**How to complete this task**
Which lines of the data contain the string "roads"? Copy every one.

**Provided data**
== Segment start ==

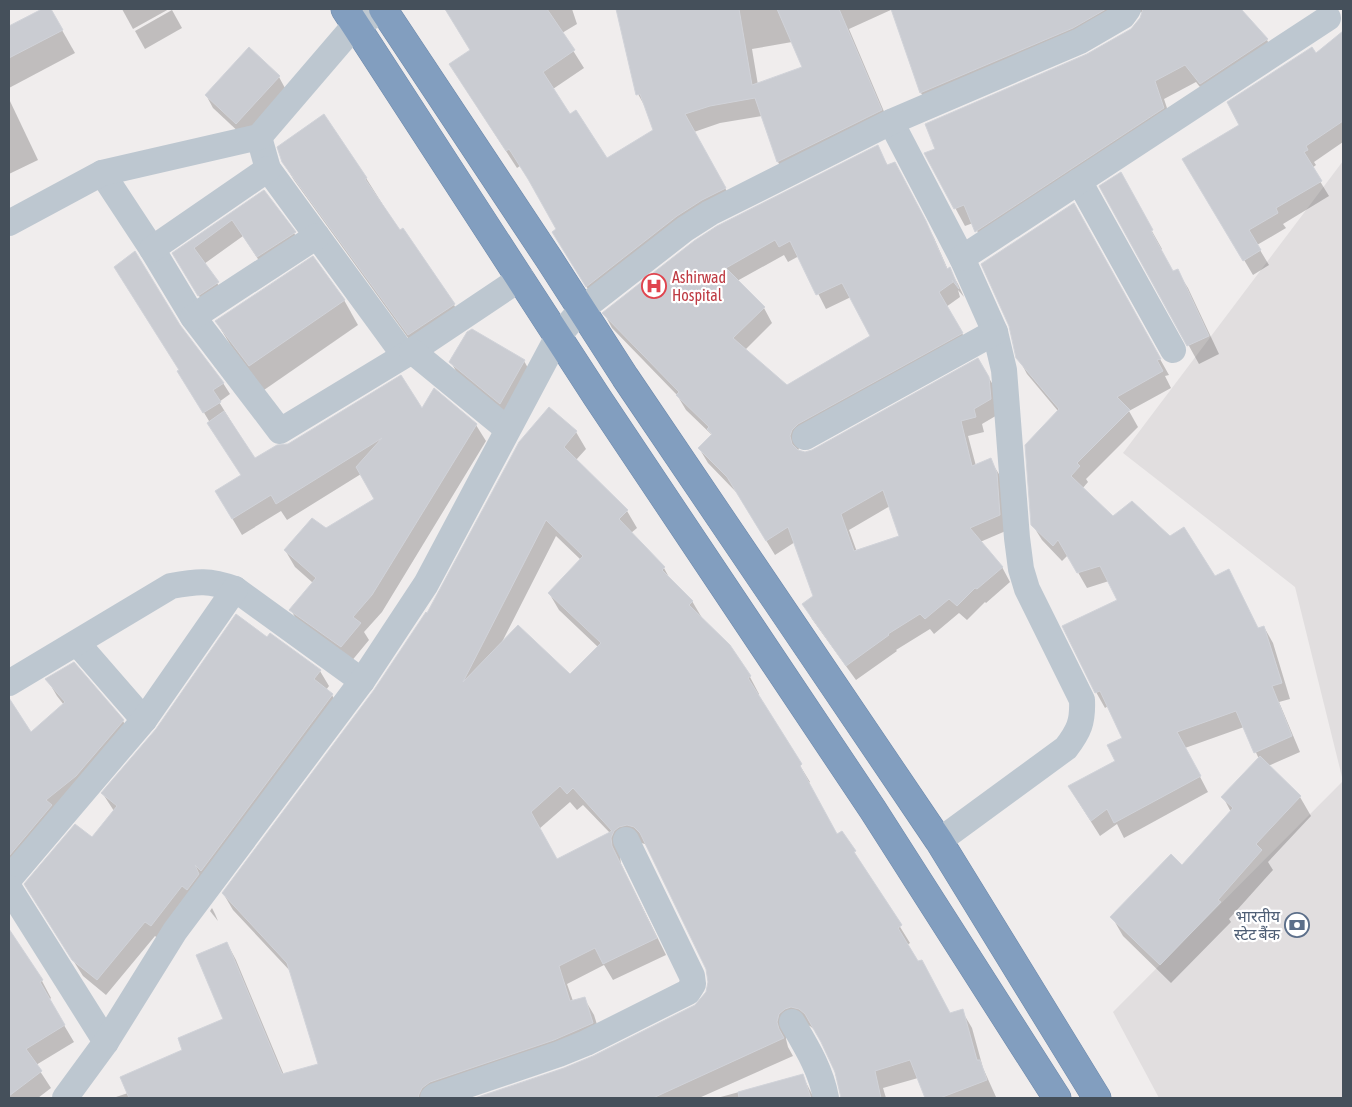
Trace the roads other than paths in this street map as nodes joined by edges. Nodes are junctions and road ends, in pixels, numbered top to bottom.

== Segment end ==
== Segment start ==

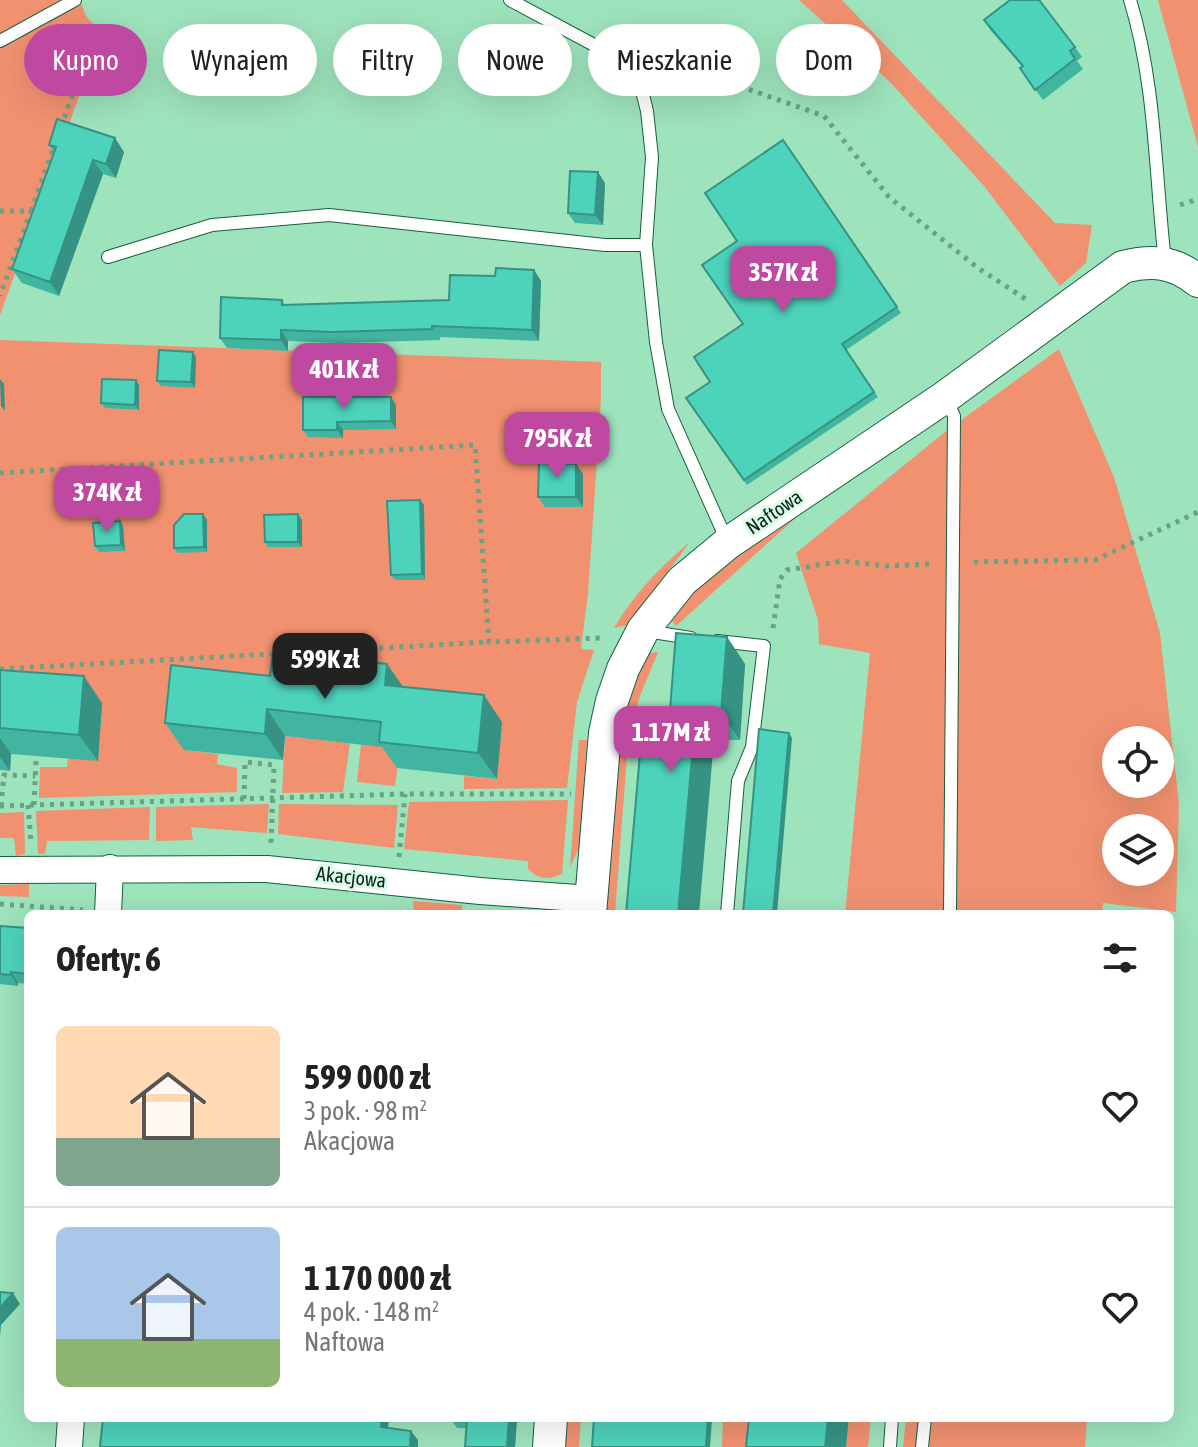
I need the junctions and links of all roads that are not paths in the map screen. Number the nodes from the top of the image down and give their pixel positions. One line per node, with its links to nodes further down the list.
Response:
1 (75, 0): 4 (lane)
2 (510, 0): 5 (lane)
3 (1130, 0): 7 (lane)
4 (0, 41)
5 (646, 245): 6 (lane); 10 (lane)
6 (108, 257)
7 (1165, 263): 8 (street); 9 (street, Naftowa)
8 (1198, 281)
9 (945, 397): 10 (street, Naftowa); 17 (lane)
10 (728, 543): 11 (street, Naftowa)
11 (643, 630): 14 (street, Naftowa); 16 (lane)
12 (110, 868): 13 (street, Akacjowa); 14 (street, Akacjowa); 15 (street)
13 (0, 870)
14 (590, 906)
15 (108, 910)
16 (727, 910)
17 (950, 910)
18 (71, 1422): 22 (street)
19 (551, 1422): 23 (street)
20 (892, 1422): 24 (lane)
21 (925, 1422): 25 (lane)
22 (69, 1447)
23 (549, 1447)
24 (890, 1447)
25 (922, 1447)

== Segment end ==

**Exercise answer**
Trace the roads other than paths in this street map as nodes joined by edges. Nodes are junctions and road ends, in pixels, numbered top to bottom.
I need the junctions and links of all roads that are not paths in the map screen. Number the nodes from the top of the image down and give their pixel positions. One line per node, with its links to nodes further down the list.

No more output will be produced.